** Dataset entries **
____________________
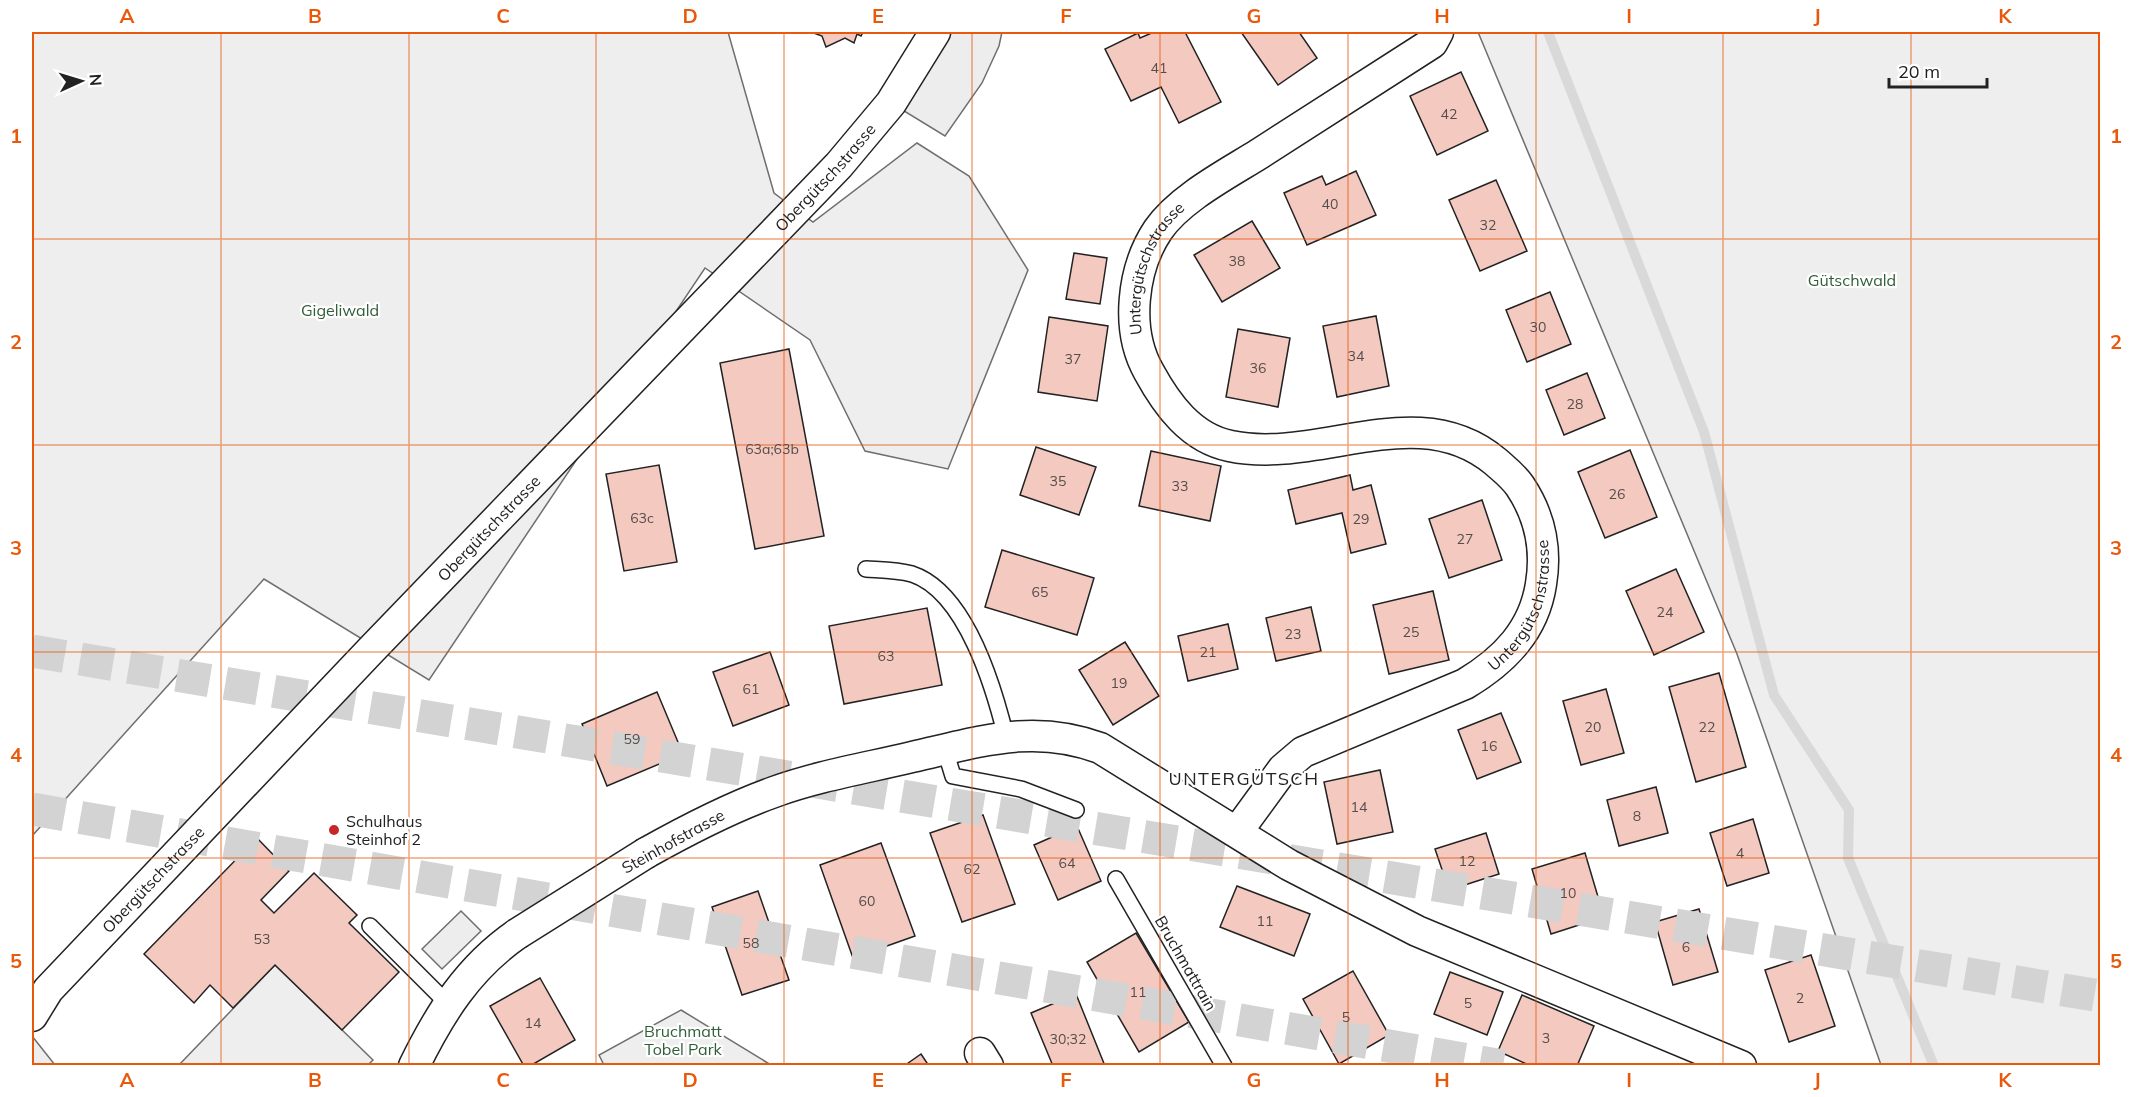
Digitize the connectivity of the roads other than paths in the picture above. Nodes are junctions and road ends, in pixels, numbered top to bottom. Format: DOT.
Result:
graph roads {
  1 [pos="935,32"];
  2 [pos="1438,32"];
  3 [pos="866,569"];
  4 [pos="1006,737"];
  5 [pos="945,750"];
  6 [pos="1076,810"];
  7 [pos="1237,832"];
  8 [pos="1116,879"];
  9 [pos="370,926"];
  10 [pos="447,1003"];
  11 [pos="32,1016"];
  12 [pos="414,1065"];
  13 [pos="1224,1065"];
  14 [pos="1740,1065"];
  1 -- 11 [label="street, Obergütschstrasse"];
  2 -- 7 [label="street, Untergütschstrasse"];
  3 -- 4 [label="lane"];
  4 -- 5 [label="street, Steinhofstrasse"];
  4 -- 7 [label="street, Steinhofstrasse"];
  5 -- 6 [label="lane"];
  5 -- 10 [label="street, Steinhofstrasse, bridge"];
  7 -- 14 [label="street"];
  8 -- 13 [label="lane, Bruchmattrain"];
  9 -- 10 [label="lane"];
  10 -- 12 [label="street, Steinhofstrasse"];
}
____________________
** Directions **
A word-for-word copy of all the data is required, minus the pictures.

** Answer **
Digitize the connectivity of the roads other than paths in the picture above. Nodes are junctions and road ends, in pixels, numbered top to bottom. Format: DOT.
Result:
graph roads {
  1 [pos="935,32"];
  2 [pos="1438,32"];
  3 [pos="866,569"];
  4 [pos="1006,737"];
  5 [pos="945,750"];
  6 [pos="1076,810"];
  7 [pos="1237,832"];
  8 [pos="1116,879"];
  9 [pos="370,926"];
  10 [pos="447,1003"];
  11 [pos="32,1016"];
  12 [pos="414,1065"];
  13 [pos="1224,1065"];
  14 [pos="1740,1065"];
  1 -- 11 [label="street, Obergütschstrasse"];
  2 -- 7 [label="street, Untergütschstrasse"];
  3 -- 4 [label="lane"];
  4 -- 5 [label="street, Steinhofstrasse"];
  4 -- 7 [label="street, Steinhofstrasse"];
  5 -- 6 [label="lane"];
  5 -- 10 [label="street, Steinhofstrasse, bridge"];
  7 -- 14 [label="street"];
  8 -- 13 [label="lane, Bruchmattrain"];
  9 -- 10 [label="lane"];
  10 -- 12 [label="street, Steinhofstrasse"];
}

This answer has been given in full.